Last edited by shepmaster on Wed Jan 18, 2006 4:15 am; edited 1 time in total

----------

## oizone

You need a crossover cable when connecting two NICs together.

The Mac must have an autosensing MDI/MDIX port if it works there with a straight cable.

----------

## CriminalMastermind

 *shepmaster wrote:*   

> Please tell me someone has any ideas!

 

are you connecting directly from your windows into your linux box?  (ie, not using a hub or switch)

if so, have you tried using a cross over cable?

every mac i've played with will automaticaly detect if a cross over cable is needed and switch it's ethernet port over if needed in the back ground (meaning they don't need a cross over cable).  i think my linksys router does the same (but i'm not too sure on that).

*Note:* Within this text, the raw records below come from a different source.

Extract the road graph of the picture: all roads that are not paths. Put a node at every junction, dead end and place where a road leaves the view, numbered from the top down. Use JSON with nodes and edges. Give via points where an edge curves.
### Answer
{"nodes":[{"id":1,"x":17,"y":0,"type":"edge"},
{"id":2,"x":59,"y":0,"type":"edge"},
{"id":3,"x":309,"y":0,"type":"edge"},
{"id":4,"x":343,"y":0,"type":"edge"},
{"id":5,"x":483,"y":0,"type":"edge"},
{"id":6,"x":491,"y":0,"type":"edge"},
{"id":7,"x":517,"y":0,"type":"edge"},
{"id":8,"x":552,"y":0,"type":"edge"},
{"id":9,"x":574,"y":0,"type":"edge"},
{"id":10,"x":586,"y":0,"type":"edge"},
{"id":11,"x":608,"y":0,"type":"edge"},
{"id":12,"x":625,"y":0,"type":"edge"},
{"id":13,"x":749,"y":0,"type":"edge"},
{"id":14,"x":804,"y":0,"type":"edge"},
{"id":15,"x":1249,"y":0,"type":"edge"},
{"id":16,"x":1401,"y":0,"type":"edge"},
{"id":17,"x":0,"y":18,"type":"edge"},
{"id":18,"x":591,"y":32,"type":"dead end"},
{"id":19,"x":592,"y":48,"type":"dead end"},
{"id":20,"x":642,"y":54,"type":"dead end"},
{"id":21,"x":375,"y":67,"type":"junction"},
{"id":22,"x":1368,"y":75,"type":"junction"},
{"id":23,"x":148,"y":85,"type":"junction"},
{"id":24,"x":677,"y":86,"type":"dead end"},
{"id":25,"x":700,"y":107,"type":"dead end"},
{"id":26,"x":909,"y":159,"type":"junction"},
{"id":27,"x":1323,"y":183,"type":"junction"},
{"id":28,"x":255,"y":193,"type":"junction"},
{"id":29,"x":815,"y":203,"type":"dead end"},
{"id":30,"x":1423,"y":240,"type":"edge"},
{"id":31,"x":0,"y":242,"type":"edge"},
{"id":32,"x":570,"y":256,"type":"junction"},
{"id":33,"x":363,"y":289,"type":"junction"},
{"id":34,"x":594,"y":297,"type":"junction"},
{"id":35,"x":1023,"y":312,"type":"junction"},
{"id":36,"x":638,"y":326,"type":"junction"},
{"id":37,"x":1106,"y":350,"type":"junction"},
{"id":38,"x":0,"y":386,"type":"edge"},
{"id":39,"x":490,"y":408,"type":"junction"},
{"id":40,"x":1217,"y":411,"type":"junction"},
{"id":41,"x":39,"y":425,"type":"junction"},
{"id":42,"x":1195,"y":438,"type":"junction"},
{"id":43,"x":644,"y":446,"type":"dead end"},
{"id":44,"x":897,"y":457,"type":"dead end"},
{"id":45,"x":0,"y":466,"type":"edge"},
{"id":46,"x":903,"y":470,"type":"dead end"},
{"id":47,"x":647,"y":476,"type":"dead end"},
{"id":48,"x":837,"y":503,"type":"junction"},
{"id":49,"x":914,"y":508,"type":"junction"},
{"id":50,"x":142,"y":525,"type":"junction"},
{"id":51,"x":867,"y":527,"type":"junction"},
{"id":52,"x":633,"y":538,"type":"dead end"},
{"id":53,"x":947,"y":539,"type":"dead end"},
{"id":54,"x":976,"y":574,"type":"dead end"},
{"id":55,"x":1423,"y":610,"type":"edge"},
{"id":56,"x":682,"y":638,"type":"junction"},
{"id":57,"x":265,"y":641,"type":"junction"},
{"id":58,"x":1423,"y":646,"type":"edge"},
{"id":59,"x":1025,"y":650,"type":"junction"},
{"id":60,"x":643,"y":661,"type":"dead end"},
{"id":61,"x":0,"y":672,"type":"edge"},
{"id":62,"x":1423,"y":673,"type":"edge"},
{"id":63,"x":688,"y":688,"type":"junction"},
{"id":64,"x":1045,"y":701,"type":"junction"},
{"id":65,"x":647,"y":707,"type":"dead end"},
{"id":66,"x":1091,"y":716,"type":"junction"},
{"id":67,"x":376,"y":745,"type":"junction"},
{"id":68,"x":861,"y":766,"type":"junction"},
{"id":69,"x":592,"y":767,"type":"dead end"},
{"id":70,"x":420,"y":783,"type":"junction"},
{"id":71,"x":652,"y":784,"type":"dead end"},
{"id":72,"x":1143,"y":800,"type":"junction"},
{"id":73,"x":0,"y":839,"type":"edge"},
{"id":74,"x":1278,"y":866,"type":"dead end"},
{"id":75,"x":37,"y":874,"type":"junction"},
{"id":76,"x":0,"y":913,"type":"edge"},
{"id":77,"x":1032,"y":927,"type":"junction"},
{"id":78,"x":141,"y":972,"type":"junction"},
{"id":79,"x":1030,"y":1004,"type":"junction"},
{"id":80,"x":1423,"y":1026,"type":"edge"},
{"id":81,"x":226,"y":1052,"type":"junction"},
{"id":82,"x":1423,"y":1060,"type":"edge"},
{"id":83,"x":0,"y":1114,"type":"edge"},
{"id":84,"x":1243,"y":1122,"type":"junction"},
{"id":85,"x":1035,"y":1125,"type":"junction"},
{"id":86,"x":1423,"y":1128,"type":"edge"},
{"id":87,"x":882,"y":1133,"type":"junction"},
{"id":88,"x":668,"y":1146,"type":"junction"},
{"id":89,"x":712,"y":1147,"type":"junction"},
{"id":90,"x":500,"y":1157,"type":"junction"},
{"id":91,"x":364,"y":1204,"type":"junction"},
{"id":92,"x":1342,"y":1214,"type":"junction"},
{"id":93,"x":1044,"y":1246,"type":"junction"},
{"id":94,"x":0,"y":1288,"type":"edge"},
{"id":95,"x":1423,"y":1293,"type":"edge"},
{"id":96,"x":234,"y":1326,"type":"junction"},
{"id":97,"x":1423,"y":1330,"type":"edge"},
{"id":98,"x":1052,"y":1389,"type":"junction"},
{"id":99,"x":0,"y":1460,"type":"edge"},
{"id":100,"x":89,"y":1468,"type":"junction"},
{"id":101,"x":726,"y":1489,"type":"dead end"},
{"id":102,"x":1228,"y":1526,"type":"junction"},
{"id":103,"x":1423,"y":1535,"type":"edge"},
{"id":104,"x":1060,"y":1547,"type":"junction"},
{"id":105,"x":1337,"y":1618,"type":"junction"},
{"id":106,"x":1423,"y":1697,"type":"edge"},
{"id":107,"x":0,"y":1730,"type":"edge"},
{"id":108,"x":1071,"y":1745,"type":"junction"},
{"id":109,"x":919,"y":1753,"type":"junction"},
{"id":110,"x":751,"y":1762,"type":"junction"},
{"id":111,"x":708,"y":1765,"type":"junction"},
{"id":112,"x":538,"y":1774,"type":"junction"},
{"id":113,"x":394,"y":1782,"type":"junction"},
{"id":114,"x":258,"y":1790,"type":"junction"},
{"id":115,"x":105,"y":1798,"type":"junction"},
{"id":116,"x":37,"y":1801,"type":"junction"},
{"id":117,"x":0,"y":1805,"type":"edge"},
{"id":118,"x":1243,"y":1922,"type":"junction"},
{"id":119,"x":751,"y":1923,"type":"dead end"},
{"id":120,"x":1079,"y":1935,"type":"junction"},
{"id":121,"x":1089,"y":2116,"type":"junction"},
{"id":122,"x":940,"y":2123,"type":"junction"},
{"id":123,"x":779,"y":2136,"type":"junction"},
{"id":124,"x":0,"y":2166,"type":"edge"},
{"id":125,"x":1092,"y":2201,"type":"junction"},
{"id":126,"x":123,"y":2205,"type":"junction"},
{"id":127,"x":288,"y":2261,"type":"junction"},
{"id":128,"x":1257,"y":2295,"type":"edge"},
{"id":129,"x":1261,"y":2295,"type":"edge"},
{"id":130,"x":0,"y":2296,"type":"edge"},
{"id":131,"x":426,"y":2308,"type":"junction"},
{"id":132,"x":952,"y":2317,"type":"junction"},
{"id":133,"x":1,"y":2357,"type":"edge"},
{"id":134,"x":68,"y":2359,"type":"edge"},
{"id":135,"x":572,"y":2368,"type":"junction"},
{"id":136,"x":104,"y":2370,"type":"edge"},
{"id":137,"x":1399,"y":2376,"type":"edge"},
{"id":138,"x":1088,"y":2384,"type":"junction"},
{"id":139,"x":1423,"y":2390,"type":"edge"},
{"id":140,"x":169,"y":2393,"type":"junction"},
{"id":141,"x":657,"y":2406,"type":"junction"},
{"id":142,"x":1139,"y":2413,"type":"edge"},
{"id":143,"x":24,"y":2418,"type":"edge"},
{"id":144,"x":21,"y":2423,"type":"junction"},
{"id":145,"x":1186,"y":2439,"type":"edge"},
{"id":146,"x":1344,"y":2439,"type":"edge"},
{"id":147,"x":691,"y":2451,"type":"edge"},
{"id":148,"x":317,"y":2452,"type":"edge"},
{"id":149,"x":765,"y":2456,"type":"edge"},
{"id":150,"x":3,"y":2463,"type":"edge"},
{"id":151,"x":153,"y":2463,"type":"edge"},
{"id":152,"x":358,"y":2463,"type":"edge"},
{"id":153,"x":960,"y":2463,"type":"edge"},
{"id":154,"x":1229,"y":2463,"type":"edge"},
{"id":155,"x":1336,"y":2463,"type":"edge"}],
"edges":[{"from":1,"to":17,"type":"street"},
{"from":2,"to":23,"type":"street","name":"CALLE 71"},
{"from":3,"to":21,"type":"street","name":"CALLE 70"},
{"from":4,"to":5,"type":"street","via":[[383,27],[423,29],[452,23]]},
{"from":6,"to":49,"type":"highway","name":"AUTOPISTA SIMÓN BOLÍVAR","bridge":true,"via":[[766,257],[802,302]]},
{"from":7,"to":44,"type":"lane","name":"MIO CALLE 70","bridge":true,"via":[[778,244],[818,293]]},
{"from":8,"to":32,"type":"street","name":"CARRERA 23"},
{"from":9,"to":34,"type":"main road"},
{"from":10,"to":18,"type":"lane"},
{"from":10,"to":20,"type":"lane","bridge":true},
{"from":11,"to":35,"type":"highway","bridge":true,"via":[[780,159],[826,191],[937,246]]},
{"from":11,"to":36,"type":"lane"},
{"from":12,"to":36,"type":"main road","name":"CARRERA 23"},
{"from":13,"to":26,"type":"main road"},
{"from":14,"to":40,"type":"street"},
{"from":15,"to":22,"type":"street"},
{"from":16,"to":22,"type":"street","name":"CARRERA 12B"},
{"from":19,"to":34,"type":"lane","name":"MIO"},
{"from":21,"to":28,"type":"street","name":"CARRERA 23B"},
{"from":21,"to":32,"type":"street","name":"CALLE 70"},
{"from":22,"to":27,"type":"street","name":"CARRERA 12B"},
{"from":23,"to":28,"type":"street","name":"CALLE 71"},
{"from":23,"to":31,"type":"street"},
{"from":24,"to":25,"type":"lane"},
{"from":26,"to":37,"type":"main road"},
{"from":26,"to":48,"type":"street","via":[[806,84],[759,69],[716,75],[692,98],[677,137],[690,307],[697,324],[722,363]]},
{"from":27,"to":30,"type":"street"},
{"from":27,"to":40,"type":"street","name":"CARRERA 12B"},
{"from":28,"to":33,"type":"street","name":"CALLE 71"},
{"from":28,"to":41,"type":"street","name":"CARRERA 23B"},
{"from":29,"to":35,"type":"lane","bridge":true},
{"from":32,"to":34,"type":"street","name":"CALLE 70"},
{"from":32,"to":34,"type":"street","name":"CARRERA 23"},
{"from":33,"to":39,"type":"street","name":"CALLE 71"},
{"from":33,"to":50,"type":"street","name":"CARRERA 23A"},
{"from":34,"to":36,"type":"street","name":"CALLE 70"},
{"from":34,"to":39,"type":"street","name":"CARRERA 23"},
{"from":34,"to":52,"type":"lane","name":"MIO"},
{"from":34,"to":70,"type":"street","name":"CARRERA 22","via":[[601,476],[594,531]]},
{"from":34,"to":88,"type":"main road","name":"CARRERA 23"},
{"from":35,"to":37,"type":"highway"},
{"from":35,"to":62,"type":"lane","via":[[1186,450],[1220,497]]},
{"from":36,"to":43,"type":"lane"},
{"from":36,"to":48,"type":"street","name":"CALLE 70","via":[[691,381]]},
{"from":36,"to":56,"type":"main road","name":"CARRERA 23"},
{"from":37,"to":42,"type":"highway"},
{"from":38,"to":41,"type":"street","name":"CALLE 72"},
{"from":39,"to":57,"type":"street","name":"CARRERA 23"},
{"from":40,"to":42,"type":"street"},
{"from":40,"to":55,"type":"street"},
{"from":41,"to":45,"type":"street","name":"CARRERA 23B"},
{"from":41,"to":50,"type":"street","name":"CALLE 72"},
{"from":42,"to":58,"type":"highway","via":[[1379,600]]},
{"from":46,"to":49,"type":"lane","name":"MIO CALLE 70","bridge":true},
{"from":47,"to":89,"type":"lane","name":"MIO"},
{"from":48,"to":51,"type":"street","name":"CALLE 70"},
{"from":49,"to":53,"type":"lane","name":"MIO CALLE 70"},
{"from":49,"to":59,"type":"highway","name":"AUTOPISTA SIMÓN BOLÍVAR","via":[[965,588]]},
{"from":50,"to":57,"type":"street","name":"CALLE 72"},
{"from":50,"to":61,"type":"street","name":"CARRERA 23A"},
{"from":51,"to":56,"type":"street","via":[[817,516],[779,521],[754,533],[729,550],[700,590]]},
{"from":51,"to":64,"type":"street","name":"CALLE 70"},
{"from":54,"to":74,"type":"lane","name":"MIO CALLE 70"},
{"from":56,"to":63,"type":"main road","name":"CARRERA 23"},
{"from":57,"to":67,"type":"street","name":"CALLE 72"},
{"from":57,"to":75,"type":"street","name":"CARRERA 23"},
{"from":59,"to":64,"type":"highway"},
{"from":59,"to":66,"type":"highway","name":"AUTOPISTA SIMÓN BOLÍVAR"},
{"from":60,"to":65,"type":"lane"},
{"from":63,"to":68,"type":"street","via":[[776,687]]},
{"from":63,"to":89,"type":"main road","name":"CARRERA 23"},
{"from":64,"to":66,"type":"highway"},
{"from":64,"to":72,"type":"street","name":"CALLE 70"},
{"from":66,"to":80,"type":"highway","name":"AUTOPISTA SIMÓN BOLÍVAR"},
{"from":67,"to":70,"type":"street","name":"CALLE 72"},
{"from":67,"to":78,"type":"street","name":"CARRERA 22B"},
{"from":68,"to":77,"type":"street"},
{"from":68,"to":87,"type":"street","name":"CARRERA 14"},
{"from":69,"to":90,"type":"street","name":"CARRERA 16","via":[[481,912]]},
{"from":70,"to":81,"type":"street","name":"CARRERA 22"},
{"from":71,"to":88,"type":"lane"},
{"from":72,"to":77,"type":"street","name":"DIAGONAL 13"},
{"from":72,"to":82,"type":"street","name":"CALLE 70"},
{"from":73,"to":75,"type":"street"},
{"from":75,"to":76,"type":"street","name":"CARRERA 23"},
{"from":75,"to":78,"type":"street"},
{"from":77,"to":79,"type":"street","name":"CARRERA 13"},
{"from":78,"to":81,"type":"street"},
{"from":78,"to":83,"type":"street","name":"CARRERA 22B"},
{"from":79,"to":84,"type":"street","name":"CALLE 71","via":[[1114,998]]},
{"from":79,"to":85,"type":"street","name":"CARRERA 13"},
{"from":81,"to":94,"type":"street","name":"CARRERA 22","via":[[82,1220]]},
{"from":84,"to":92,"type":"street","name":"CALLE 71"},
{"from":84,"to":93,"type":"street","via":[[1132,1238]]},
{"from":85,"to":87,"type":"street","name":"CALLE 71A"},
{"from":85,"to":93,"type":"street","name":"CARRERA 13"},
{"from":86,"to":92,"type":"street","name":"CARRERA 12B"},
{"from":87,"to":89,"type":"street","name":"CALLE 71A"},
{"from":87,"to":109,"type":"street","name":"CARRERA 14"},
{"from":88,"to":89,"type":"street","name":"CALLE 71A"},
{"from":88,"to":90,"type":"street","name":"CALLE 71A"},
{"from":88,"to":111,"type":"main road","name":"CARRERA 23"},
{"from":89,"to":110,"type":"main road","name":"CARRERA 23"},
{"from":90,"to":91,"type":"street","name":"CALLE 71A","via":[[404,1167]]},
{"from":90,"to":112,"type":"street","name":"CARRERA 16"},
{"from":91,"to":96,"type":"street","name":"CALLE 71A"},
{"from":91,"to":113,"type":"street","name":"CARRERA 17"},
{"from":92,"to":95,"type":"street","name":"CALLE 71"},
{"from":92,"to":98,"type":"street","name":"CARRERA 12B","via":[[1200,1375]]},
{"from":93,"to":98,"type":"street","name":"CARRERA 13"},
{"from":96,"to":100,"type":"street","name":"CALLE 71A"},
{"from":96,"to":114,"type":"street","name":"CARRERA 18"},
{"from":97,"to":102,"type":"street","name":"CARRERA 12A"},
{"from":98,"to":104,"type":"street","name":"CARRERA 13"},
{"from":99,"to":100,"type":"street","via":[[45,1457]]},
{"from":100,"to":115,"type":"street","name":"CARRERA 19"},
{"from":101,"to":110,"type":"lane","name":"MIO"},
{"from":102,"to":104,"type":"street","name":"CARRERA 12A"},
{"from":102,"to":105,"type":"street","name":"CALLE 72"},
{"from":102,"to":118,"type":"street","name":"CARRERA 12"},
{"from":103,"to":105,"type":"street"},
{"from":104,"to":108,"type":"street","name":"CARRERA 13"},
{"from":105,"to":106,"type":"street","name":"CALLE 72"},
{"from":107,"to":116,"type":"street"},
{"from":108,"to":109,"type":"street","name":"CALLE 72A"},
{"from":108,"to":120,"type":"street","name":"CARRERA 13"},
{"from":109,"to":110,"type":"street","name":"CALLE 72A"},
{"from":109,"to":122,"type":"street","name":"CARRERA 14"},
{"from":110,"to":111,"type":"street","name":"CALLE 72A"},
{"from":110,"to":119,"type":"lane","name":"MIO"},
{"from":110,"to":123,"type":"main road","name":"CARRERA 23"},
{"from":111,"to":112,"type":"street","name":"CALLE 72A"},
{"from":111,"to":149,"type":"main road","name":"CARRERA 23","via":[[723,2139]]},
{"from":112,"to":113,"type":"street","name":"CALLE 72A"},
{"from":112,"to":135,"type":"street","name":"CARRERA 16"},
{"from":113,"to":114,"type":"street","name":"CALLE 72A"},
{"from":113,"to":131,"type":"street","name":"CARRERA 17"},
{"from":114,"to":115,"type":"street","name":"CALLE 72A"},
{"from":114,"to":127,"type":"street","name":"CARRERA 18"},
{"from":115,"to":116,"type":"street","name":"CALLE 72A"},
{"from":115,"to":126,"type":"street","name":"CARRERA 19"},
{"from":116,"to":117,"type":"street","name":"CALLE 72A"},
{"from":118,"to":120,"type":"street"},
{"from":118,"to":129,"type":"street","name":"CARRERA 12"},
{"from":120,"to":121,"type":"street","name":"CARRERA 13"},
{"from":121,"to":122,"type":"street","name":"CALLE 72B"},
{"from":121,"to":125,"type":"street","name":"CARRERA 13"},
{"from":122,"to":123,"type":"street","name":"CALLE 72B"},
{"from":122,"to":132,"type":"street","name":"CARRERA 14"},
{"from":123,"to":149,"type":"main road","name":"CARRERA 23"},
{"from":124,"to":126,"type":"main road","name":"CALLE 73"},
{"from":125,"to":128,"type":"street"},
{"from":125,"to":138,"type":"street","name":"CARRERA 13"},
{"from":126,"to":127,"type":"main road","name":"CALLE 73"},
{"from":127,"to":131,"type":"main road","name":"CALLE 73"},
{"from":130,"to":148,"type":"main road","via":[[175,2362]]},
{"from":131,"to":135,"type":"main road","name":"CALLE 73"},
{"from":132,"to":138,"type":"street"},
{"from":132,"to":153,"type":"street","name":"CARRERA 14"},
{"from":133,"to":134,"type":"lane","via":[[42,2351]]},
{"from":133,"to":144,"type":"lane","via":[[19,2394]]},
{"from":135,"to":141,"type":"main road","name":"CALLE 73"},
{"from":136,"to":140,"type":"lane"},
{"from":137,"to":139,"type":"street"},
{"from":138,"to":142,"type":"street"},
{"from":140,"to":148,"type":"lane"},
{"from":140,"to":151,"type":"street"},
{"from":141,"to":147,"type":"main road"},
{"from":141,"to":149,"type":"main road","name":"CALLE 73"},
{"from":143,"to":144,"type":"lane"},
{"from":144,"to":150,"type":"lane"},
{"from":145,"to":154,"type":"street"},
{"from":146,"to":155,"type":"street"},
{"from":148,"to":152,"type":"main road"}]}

if you don't have a cross over cable, you could put a hub or switch between them and see if that works.

hope that helps.

----------

## Sheepdogj15

yeah, make sure you are using crossover cables. or, if you already sunk the money into CAT-5 cables, you can get an adapter (i use two of these at home)

more importantly, you should understand that a router segments a network into separate subnets. now, we've been spoiled with Linksys routers and the like... they are probably better understood as combination router/switches or firewall/switches. unless specifically configured otherwise, a true router expects each port to go to a different network, complete with it's own net IP and subnet mask. so you have LAN1 on 192.168.3.1, LAN2: 192.168.3.2, etc... what you want is to have something like LAN1: 192.168.1.0, LAN2: 192.168.2.0, etc. 

now, there is supposed to be a way to set up switching so you'd have one port out to the Internet and the rest are on the same subnet. i have a Linux router i recently setup myself. however, i haven't figured out how to actually set something like that up yet.

----------

## shepmaster

Thanks for all the suggestions. I originally thought it might be a crossover versus straight-through cable issue, but since the Linksys worked, I was thinking these NICs had the auto-detect. I wasn't aware that Linksys had the auto-detect. As for the Mac, it has a gigabit port, which I know auto-detects. I'll look into getting a few of the aforementioned adapters to hook up the Windows computers.

----------

## shepmaster

 *Sheepdogj15 wrote:*   

> 
> 
> more importantly, you should understand that a router segments a network into separate subnets. now, we've been spoiled with Linksys routers and the like... they are probably better understood as combination router/switches or firewall/switches. unless specifically configured otherwise, a true router expects each port to go to a different network, complete with it's own net IP and subnet mask. so you have LAN1 on 192.168.3.1, LAN2: 192.168.3.2, etc... what you want is to have something like LAN1: 192.168.1.0, LAN2: 192.168.2.0, etc. 
> 
> now, there is supposed to be a way to set up switching so you'd have one port out to the Internet and the rest are on the same subnet. i have a Linux router i recently setup myself. however, i haven't figured out how to actually set something like that up yet.

 

Currently, my setup seems to work, and I much prefer to have everything on the same subnet (mostly for remembering addresses between different computers). The router simply is set as having 5 seperate interfaces to the LAN, with each device connected to each interface. This is why lan0-4 has addresses 192.168.3.1-5. My DHCP is set to serve addresses 192.168.3.30-50, and I have a few computers that always get the same address in the 192.168.3.10-20 range.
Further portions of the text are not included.